• [Work order]
For the word "Left", copy every line of the material that includes it.

────────────────

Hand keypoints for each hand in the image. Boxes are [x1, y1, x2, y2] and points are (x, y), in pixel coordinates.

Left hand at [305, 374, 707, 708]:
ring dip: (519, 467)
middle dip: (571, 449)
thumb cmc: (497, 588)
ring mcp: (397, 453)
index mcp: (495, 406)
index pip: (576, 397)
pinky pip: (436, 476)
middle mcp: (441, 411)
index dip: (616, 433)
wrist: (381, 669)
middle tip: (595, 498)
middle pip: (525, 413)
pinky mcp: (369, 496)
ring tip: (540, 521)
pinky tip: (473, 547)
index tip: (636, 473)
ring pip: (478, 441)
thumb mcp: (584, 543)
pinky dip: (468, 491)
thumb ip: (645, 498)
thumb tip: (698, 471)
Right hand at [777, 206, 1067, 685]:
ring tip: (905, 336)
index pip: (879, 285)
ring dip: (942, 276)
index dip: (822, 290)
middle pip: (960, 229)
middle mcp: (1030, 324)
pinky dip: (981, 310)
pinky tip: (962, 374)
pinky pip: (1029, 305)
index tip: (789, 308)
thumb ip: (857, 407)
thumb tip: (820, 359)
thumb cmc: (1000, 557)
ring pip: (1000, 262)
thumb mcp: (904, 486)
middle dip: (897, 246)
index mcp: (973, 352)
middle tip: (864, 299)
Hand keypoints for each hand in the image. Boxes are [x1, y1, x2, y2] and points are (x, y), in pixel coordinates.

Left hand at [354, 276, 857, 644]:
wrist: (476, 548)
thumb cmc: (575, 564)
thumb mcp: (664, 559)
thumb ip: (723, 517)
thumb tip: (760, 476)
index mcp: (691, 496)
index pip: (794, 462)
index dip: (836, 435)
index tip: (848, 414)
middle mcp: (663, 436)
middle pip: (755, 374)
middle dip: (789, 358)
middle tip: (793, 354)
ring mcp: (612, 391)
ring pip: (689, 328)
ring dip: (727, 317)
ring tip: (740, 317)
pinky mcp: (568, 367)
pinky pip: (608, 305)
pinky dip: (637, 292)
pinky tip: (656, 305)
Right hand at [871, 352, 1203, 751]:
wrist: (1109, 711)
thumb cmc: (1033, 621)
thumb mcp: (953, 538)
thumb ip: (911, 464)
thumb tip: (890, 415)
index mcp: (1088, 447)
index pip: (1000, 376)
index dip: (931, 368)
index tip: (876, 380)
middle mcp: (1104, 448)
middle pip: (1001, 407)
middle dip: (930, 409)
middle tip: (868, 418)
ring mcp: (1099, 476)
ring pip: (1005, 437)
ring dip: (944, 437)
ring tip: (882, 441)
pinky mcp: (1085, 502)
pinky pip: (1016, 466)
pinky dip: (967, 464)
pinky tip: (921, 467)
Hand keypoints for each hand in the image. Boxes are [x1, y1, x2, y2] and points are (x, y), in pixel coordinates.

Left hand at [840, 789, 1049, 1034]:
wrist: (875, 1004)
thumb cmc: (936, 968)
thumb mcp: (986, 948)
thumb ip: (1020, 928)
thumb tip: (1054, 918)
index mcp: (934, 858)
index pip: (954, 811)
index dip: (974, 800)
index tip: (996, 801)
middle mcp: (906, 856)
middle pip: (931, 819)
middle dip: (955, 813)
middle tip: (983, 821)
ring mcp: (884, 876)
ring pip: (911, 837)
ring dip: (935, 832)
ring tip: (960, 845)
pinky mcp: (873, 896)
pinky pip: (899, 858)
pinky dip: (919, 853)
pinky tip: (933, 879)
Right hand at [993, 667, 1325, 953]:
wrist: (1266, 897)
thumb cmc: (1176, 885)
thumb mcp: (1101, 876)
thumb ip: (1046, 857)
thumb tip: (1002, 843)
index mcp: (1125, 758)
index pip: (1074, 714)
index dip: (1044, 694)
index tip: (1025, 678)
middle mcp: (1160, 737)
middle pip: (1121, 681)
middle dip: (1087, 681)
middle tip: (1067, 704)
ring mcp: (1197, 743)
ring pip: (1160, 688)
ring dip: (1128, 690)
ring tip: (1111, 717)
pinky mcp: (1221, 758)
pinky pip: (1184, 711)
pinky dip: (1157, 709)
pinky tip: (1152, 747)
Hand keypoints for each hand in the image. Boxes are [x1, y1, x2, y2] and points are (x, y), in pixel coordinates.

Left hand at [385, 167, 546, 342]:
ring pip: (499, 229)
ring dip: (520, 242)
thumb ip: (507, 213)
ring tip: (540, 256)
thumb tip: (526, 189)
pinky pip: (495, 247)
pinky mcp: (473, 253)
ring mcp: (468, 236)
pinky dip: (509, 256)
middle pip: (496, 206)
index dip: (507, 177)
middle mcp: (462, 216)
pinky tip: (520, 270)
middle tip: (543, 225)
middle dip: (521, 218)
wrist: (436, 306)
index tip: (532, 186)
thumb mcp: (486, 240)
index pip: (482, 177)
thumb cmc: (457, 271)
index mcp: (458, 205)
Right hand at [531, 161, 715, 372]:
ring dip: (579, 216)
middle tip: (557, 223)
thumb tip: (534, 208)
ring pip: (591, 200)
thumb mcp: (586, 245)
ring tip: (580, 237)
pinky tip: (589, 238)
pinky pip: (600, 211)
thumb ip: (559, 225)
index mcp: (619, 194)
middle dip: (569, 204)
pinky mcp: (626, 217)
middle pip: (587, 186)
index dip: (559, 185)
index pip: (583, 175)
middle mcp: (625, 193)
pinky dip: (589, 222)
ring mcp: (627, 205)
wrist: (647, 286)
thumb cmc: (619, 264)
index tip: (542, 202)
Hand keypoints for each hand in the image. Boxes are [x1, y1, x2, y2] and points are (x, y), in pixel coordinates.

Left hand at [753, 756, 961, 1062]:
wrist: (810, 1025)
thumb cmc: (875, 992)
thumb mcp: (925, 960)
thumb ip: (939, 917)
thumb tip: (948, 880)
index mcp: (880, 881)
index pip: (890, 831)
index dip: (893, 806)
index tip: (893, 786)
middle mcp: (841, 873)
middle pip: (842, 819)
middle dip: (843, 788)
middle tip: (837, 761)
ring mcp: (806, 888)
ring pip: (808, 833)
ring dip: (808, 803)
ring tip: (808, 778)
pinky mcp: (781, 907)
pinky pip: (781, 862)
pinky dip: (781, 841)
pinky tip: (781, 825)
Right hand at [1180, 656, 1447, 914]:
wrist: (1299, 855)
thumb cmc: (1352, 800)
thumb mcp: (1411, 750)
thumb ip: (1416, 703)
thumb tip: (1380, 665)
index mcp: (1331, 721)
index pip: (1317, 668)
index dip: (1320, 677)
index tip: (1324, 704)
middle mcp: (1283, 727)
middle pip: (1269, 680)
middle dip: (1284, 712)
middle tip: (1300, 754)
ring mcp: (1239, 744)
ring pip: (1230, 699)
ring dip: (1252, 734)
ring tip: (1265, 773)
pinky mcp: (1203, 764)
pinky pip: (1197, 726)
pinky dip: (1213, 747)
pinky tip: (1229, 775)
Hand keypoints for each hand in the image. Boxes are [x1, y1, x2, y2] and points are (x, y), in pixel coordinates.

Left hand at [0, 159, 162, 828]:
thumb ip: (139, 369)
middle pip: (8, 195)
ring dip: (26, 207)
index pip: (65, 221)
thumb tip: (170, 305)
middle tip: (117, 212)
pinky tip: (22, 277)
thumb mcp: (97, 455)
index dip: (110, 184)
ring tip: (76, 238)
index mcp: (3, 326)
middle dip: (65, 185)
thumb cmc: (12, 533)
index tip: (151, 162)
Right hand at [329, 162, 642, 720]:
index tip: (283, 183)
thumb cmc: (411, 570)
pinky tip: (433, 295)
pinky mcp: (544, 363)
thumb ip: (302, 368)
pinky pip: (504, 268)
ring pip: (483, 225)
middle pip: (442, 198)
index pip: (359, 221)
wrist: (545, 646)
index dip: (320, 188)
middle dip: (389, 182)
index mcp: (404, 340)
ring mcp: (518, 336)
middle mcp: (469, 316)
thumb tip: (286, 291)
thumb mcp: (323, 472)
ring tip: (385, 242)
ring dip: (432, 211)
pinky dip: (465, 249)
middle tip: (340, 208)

────────────────

• [Result]
Left hand at [305, 374, 707, 708]:
Left hand at [354, 276, 857, 644]:
Left hand at [840, 789, 1049, 1034]:
Left hand at [385, 167, 546, 342]:
Left hand at [753, 756, 961, 1062]:
Left hand at [0, 159, 162, 828]:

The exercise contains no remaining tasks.